• _Work item_: The exercise asks for every line of the data to be reproduced exactly.

• _Records_:
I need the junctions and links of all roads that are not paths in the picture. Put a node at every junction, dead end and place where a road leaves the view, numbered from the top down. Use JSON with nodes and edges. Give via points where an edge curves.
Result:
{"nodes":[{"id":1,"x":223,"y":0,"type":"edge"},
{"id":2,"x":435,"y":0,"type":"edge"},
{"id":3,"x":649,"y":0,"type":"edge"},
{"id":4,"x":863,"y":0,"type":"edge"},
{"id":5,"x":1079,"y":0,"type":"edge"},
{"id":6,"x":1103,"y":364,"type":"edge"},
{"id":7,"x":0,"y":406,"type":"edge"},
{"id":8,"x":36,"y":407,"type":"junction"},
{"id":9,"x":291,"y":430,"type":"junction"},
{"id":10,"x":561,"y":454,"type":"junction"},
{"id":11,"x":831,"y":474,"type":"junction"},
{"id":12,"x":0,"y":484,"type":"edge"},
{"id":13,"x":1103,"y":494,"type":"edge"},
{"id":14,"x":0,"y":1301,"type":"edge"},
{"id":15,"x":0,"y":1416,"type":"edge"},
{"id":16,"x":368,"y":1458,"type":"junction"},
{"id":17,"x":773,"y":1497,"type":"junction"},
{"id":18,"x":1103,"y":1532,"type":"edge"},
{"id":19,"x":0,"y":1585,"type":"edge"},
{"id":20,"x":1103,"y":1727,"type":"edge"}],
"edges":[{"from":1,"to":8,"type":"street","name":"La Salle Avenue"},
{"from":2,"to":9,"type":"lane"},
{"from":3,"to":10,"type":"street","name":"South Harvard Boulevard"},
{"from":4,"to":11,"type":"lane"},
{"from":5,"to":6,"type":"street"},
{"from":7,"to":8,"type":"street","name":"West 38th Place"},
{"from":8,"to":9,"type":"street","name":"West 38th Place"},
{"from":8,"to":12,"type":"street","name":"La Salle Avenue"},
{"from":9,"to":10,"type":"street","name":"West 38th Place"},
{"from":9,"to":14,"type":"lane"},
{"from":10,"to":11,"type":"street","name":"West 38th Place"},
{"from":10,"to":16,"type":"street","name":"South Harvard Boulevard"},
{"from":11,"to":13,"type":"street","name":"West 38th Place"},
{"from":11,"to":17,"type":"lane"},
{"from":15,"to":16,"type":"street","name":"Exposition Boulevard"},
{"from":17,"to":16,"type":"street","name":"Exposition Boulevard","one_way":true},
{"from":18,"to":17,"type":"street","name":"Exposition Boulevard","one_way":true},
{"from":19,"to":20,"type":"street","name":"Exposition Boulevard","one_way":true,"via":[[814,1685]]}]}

• _Finished exercise_:
I need the junctions and links of all roads that are not paths in the picture. Put a node at every junction, dead end and place where a road leaves the view, numbered from the top down. Use JSON with nodes and edges. Give via points where an edge curves.
Result:
{"nodes":[{"id":1,"x":223,"y":0,"type":"edge"},
{"id":2,"x":435,"y":0,"type":"edge"},
{"id":3,"x":649,"y":0,"type":"edge"},
{"id":4,"x":863,"y":0,"type":"edge"},
{"id":5,"x":1079,"y":0,"type":"edge"},
{"id":6,"x":1103,"y":364,"type":"edge"},
{"id":7,"x":0,"y":406,"type":"edge"},
{"id":8,"x":36,"y":407,"type":"junction"},
{"id":9,"x":291,"y":430,"type":"junction"},
{"id":10,"x":561,"y":454,"type":"junction"},
{"id":11,"x":831,"y":474,"type":"junction"},
{"id":12,"x":0,"y":484,"type":"edge"},
{"id":13,"x":1103,"y":494,"type":"edge"},
{"id":14,"x":0,"y":1301,"type":"edge"},
{"id":15,"x":0,"y":1416,"type":"edge"},
{"id":16,"x":368,"y":1458,"type":"junction"},
{"id":17,"x":773,"y":1497,"type":"junction"},
{"id":18,"x":1103,"y":1532,"type":"edge"},
{"id":19,"x":0,"y":1585,"type":"edge"},
{"id":20,"x":1103,"y":1727,"type":"edge"}],
"edges":[{"from":1,"to":8,"type":"street","name":"La Salle Avenue"},
{"from":2,"to":9,"type":"lane"},
{"from":3,"to":10,"type":"street","name":"South Harvard Boulevard"},
{"from":4,"to":11,"type":"lane"},
{"from":5,"to":6,"type":"street"},
{"from":7,"to":8,"type":"street","name":"West 38th Place"},
{"from":8,"to":9,"type":"street","name":"West 38th Place"},
{"from":8,"to":12,"type":"street","name":"La Salle Avenue"},
{"from":9,"to":10,"type":"street","name":"West 38th Place"},
{"from":9,"to":14,"type":"lane"},
{"from":10,"to":11,"type":"street","name":"West 38th Place"},
{"from":10,"to":16,"type":"street","name":"South Harvard Boulevard"},
{"from":11,"to":13,"type":"street","name":"West 38th Place"},
{"from":11,"to":17,"type":"lane"},
{"from":15,"to":16,"type":"street","name":"Exposition Boulevard"},
{"from":17,"to":16,"type":"street","name":"Exposition Boulevard","one_way":true},
{"from":18,"to":17,"type":"street","name":"Exposition Boulevard","one_way":true},
{"from":19,"to":20,"type":"street","name":"Exposition Boulevard","one_way":true,"via":[[814,1685]]}]}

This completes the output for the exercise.